Here is an overview on the available building blocks:

SemObservedSemImplySemLossFunctionSemOptimizer
SemObservedDataRAMSemMLSemOptimizerOptim
SemObservedCovarianceRAMSymbolicSemWLSSemOptimizerNLopt
SemObservedMissingImplyEmptySemFIML
SemRidge
SemConstant

The rest of this page explains the building blocks for each part. First, we explain every part and give an overview on the different options that are available. After that, the API - model parts section serves as a reference for detailed explanations about the different options. (How to stick them together to a final model is explained in the section on Model Construction.)

The observed part aka SemObserved

The 'observed' part contains all necessary information about the observed data. Currently, we have three options: SemObservedData for fully observed datasets, SemObservedCovariance for observed covariances (and means) and SemObservedMissing for data that contains missing values.
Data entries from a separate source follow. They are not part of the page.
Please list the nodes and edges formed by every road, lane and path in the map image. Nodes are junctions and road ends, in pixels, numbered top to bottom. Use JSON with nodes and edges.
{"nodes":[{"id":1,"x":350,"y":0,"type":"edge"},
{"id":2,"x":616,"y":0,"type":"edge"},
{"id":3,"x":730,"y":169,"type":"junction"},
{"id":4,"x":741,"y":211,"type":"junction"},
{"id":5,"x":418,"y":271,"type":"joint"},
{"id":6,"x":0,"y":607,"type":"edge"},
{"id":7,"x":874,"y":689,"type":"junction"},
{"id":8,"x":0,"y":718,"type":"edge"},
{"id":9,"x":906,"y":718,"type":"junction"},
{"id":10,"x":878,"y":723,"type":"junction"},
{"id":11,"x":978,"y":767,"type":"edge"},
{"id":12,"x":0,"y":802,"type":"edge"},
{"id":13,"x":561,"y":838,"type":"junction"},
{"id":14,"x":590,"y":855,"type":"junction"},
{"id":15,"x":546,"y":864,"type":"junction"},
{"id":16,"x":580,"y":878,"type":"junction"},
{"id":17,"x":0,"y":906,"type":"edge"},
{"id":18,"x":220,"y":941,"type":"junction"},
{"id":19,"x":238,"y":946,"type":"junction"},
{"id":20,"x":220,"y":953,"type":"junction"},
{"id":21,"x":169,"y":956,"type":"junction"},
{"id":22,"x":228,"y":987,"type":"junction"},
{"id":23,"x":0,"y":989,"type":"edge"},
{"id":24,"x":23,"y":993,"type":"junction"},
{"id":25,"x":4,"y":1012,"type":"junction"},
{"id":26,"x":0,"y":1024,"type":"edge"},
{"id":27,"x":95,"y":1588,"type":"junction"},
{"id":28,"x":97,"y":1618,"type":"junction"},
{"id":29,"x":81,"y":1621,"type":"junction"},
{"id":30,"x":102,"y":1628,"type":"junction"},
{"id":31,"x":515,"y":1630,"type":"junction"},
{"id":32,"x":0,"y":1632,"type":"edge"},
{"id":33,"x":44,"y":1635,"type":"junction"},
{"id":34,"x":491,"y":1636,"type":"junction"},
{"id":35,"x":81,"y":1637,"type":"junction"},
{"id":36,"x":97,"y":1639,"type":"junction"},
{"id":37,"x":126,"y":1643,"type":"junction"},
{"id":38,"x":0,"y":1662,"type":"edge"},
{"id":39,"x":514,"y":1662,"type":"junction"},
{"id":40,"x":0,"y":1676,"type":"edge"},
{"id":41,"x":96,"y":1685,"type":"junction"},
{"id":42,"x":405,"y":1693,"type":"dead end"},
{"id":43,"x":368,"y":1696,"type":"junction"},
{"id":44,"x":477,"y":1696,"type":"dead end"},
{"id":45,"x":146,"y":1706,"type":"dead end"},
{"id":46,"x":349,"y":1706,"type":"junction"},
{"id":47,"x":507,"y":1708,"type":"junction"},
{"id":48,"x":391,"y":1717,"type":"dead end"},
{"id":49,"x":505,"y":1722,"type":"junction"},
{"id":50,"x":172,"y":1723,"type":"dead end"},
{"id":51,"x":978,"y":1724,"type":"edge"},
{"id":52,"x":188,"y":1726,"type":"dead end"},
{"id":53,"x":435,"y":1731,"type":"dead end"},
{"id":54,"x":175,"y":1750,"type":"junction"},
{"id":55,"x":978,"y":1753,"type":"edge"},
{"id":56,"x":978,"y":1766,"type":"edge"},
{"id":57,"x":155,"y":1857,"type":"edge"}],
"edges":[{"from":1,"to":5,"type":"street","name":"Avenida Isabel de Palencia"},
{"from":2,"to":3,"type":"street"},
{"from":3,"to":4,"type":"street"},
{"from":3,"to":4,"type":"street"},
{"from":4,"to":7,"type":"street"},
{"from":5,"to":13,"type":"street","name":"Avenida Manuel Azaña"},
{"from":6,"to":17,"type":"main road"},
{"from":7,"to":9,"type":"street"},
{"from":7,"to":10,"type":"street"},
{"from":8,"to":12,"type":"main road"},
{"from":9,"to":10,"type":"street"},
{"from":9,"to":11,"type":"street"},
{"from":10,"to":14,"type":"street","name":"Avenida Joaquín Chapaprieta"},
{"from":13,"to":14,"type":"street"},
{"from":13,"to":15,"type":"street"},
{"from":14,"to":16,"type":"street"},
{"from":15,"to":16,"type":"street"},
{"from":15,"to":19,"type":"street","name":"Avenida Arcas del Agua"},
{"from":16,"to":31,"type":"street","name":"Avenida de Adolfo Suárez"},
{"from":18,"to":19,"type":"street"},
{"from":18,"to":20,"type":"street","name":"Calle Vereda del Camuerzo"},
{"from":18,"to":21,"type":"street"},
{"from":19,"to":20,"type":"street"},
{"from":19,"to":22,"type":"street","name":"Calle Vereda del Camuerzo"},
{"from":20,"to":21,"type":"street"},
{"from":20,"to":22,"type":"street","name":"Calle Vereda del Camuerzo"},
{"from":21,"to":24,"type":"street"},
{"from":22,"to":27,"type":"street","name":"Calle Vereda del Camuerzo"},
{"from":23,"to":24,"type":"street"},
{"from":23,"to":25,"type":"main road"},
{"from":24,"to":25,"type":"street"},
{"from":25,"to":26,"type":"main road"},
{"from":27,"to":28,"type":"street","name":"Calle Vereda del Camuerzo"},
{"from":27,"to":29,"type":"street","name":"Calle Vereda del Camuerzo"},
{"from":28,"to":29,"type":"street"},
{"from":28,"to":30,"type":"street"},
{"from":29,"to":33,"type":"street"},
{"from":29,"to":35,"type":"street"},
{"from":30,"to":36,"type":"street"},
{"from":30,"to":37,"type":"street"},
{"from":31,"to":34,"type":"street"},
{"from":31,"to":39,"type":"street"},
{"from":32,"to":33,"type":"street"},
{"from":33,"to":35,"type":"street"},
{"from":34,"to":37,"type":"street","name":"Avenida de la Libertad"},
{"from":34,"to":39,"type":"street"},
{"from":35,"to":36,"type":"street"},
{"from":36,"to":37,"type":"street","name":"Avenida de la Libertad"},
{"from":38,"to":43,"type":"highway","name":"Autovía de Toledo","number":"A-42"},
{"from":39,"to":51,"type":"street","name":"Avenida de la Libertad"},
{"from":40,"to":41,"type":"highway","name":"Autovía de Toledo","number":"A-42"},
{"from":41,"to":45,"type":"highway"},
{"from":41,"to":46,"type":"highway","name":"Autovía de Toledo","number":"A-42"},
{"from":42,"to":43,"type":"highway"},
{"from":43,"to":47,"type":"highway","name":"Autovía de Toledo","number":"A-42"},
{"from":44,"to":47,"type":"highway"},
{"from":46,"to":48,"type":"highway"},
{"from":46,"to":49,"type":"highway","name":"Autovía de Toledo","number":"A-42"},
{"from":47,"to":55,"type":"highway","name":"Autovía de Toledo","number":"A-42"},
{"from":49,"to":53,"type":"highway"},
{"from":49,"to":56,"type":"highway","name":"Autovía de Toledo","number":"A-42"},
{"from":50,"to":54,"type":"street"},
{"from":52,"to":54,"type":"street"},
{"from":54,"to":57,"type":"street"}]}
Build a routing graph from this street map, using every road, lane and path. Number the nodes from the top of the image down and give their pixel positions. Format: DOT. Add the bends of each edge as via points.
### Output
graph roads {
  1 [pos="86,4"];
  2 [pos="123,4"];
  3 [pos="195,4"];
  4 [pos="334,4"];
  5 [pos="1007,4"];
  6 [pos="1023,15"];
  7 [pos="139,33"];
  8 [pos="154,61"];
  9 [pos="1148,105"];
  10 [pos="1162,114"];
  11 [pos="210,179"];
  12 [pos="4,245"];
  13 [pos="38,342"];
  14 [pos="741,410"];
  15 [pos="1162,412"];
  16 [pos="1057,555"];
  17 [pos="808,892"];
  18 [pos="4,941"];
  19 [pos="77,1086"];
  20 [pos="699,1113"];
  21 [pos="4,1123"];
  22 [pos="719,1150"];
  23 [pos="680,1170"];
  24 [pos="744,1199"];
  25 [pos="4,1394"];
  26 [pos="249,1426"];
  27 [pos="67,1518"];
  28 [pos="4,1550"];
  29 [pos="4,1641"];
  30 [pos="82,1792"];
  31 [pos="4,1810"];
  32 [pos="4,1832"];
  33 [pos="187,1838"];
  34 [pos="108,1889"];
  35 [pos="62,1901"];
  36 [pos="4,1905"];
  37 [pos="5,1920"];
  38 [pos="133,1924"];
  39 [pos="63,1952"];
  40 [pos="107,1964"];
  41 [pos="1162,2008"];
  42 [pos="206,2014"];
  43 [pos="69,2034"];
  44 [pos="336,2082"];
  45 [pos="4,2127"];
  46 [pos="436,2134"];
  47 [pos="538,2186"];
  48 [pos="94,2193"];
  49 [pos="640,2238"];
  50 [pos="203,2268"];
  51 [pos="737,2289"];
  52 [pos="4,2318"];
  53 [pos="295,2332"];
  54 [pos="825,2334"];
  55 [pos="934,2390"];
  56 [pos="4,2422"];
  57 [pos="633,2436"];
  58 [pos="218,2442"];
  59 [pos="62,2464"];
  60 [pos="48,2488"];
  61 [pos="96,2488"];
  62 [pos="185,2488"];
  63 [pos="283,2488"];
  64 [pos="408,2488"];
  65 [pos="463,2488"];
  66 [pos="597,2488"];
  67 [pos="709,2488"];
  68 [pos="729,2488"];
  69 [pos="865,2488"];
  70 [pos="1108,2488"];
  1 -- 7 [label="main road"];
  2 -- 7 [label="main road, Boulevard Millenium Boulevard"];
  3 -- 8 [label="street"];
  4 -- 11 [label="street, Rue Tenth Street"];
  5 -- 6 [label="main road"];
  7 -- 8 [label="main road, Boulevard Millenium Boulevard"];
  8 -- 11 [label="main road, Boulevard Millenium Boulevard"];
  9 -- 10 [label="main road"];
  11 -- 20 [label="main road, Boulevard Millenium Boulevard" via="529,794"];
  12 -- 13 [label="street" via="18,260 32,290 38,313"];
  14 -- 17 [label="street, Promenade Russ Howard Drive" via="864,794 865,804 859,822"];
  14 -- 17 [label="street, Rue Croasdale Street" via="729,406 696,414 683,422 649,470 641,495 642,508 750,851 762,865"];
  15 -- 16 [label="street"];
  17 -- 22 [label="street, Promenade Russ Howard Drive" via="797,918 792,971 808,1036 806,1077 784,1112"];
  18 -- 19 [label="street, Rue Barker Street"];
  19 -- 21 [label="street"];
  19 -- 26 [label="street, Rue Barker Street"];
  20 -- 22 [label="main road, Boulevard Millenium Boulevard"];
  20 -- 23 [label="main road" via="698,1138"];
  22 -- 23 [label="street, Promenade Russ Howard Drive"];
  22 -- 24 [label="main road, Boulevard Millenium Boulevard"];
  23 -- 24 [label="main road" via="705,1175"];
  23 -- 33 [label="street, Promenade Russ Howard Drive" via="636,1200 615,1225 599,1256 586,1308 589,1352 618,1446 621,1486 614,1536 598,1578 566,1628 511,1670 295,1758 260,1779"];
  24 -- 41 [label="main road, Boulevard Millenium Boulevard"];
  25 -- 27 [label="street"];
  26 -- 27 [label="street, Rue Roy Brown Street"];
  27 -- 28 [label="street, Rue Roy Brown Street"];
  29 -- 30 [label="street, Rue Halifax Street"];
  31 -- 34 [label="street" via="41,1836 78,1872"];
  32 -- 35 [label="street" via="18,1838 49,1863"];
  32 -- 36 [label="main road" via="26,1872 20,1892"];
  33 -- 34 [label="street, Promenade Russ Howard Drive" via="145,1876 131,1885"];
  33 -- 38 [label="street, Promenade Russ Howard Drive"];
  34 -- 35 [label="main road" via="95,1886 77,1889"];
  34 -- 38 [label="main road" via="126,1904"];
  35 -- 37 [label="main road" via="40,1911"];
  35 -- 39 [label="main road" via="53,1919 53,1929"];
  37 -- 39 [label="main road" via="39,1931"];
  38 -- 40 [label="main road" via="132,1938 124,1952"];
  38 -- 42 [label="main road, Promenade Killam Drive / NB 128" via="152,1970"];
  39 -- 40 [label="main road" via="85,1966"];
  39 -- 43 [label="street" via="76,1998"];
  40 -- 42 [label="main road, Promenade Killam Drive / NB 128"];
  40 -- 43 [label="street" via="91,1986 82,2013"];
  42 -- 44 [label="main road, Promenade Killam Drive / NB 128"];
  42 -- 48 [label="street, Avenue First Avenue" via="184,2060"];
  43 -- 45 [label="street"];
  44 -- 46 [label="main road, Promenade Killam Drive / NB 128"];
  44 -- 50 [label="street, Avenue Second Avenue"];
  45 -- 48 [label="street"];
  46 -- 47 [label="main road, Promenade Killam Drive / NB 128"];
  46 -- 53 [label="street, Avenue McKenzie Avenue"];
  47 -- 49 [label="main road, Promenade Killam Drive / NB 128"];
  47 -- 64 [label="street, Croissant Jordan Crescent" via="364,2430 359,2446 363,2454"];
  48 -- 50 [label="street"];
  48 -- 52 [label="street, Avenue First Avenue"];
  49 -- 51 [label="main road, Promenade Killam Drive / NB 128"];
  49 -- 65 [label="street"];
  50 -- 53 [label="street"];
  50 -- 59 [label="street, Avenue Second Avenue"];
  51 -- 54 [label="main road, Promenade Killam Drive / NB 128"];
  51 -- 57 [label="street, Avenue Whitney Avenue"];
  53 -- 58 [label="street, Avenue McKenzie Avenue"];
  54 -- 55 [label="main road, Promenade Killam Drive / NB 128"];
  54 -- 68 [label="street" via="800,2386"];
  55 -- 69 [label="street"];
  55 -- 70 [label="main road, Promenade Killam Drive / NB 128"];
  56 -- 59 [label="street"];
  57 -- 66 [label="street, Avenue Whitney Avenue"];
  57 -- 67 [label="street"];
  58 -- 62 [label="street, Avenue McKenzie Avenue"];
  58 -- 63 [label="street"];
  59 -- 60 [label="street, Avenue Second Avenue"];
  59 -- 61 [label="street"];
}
The imply part aka SemImply

The imply part is what your model implies about the data, for example, the model-implied covariance matrix. There are two options at the moment: RAM, which uses the reticular action model to compute the model implied covariance matrix, and RAMSymbolic which does the same but symbolically pre-computes part of the model, which increases subsequent performance in model fitting (see Symbolic precomputation). There is also a third option, ImplyEmpty that can serve as a 'placeholder' for models that do not need an imply part.

The loss part aka SemLoss

The loss part specifies the objective that is optimized to find the parameter estimates. If it contains more then one loss function (aka SemLossFunction)), we find the parameters by minimizing the sum of loss functions (for example in maximum likelihood estimation + ridge regularization). Available loss functions are

  • SemML: maximum likelihood estimation
  • SemWLS: weighted least squares estimation
  • SemFIML: full-information maximum likelihood estimation
  • SemRidge: ridge regularization

The optimizer part aka SemOptimizer

The optimizer part of a model connects to the numerical optimization backend used to fit the model. It can be used to control options like the optimization algorithm, linesearch, stopping criteria, etc. There are currently two available backends, SemOptimizerOptim connecting to the Optim.jl backend, and SemOptimizerNLopt connecting to the NLopt.jl backend. For more information about the available options see also the tutorials about Using Optim.jl and Using NLopt.jl, as well as Constrained optimization.

What to do next

You now have an understanding about our representation of structural equation models.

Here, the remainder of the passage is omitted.